Lessons learnt on NOSQL and why we moved away from it

In the project that I am working on, recently we took a decision to move away from a NOSQL datastore, AWS Dynamodb. To explain why, I need to talk about the premise on which the DynamoDb was chosen to begin with.

The application was about managing a business entity called a Form . You can imagine it as a json blob with key-value pair, with every key representing a field in a form, henceforth referred as a FormField , which contains the value of the field along with its properties like color, font and fontSize.

Json representation of a Form

The following points were considered to chose a NOSQL datastore for this application (and Dynamodb subsequently)

A form is represented as a key-value structure. Hence, storing it in the same way has less overhead of rehydrating in to objects, when compared to using ORMs in a SQL database.

Relational aspects for this data was minimal. A form can have many fields.
A form is managed for a user through other services. Hence, this application did not need to store the relation between form and user.

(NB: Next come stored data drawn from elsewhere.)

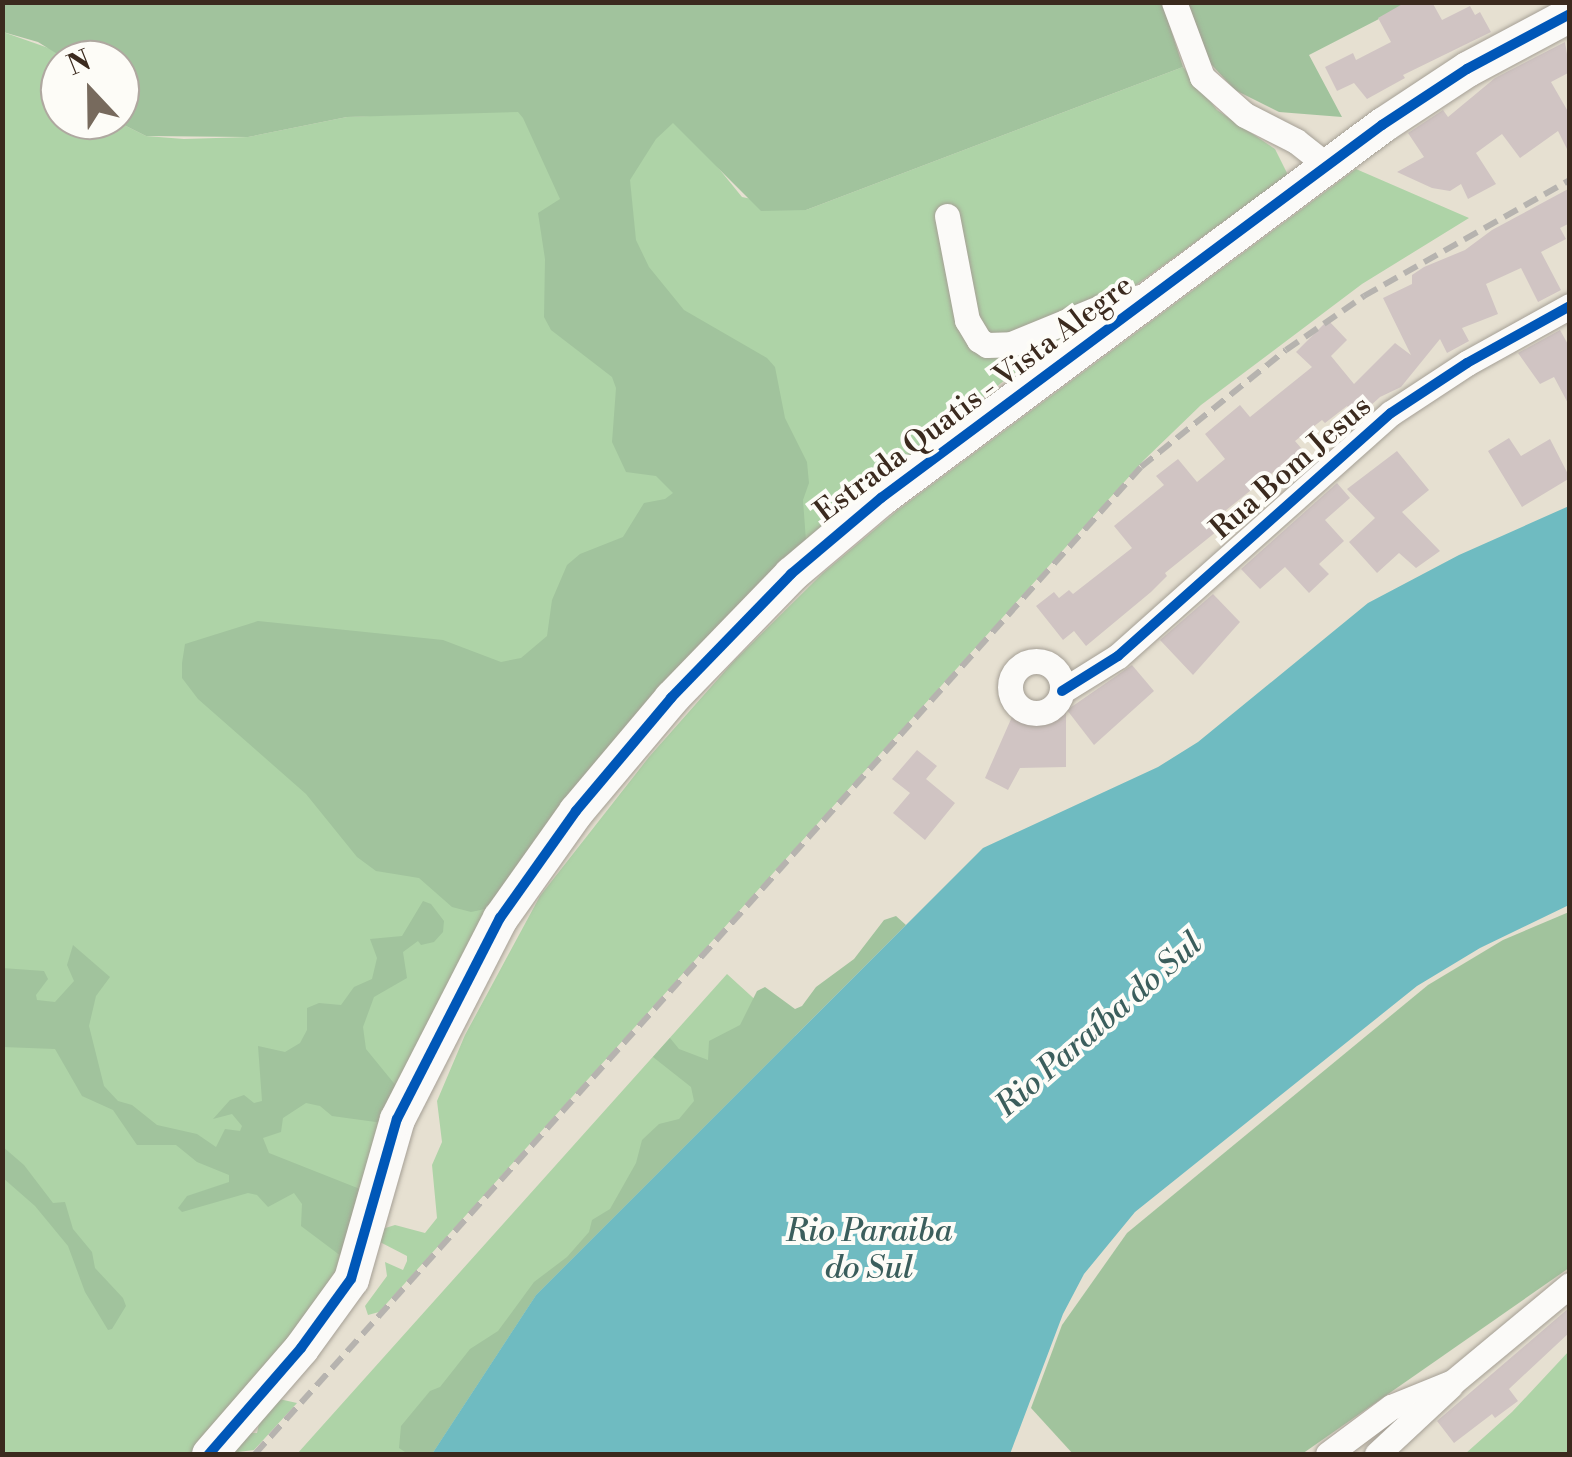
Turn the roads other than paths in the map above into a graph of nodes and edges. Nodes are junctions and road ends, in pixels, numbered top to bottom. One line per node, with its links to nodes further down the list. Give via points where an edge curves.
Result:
1 (1174, 2): 3 (street, via 1196,66 1221,97)
2 (1570, 14): 3 (street, Estrada Quatis - Vista Alegre, via 1438,87)
3 (1329, 168): 5 (street, Estrada Quatis - Vista Alegre)
4 (947, 216): 5 (street, via 967,320 987,345 1011,344)
5 (1154, 294): 10 (street, Estrada Quatis - Vista Alegre, via 881,498 792,574 671,698 576,811 500,918 397,1118 351,1279)
6 (1570, 306): 7 (street, Rua Bom Jesus, via 1391,412 1118,656)
7 (1062, 692)
8 (1570, 1286): 9 (street)
9 (1453, 1382): 11 (street, via 1391,1407); 12 (street)
10 (209, 1454)
11 (1328, 1454)
12 (1376, 1454)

Now to talk about why we chose DynamoDB. We were already into AWS big time. And the application was decided to build on serverless architecture, to support scalability. Dynamodb provided a neat stateless interface to call from a stateless lambda, which fits into the picture nicely.

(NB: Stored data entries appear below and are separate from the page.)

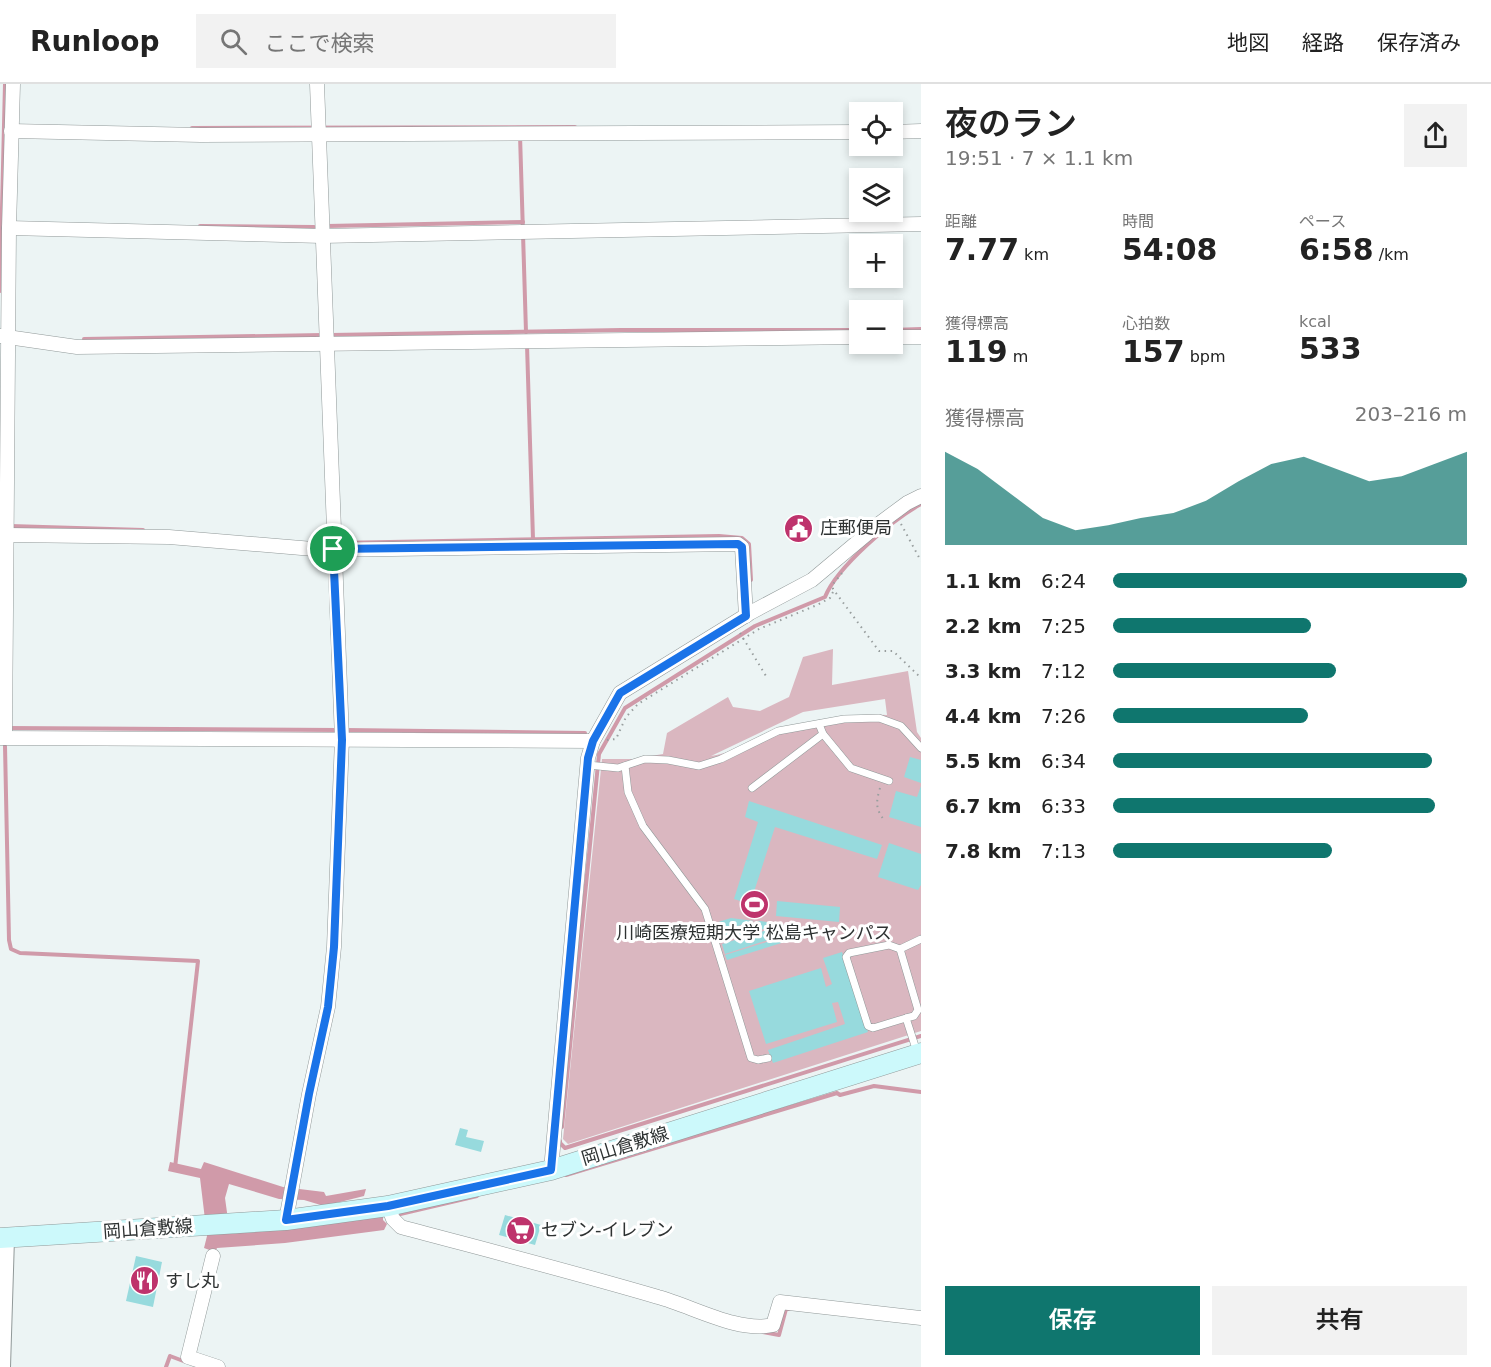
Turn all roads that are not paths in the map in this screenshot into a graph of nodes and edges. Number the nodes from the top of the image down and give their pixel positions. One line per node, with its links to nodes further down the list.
1 (13, 84): 3 (street)
2 (317, 84): 4 (street)
3 (11, 127): 4 (street); 9 (street)
4 (317, 128): 6 (street); 10 (street)
5 (921, 131): 7 (street)
6 (849, 132)
7 (903, 132)
8 (921, 224): 10 (street)
9 (9, 228): 10 (street); 11 (street)
10 (322, 236): 14 (street)
11 (4, 336): 14 (street); 17 (street)
12 (849, 337): 14 (street)
13 (903, 337): 15 (street)
14 (326, 338): 18 (street)
15 (921, 338)
16 (921, 496): 19 (street)
17 (7, 529): 18 (street); 21 (street)
18 (333, 544): 19 (street); 22 (street)
19 (750, 613): 24 (street)
20 (819, 724): 23 (lane); 25 (lane); 27 (lane)
21 (4, 733): 22 (street)
22 (341, 733): 24 (street); 37 (street)
23 (823, 734): 28 (lane); 29 (lane)
24 (593, 741): 26 (street)
25 (921, 748)
26 (594, 766): 27 (lane); 35 (street)
27 (625, 766): 34 (lane)
28 (886, 780)
29 (752, 788)
30 (921, 939): 31 (lane)
31 (900, 949): 32 (lane); 32 (lane)
32 (906, 1018): 33 (lane)
33 (918, 1050): 35 (main road, 岡山倉敷線)
34 (768, 1058)
35 (551, 1170): 36 (main road, 岡山倉敷線)
36 (390, 1213): 37 (main road, 岡山倉敷線); 40 (street)
37 (286, 1220): 38 (main road, 岡山倉敷線)
38 (3, 1238): 41 (street)
39 (213, 1256): 42 (street)
40 (921, 1318)
41 (1, 1367)
42 (218, 1367)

Also it is very simple to create Dynamodb tables without any networking overheads and manage it by just IAM policies, unlike having to hose a RDS instance inside a private subnet.

More about the nuances of this application.

A user can see this form on a UI and can change the field values in real-time. A form can also be managed by multiple users at the same time. Imagine two users looking at the same form on their respective browsers. A change made by one user should appear to the other user in real-time.

To achieve this, the UI connects to the backend via web-socket. Updates made by users will be saved to database and published back on the web-socket again to be made available for other users who happen to be subscribing on the same topic, much like a chat application.

As you can imagine, one of the common use case is to be able to update a form without conflicts. User 1 can change fieldA and User 2 can change fieldB simultaneously. The form should be consistent after updating two fields.

Also, a thing to note here is that, multi-user scenario turned out to be not so common after further user research, nonetheless product wanted this very particularly in the initial days.

Now, keeping these in mind, the following schema was developed

PrimaryKey: formId (a uuid)
SortKey: fieldKey (a key representing the field in a form)
Example:PrimaryKey: c92f5c51-d2c5-4c10-a4f3-0d3cdd1fbdd7
SoryKey: fieldA

Each field stored as a separate document in DynamoDB, which allows to update in independently of other fields, to avoid conflict.
All fields for a form can be queried by primary key, to get the complete form.

A user may want to automatically fill in the form values from data stored in other parts of the application.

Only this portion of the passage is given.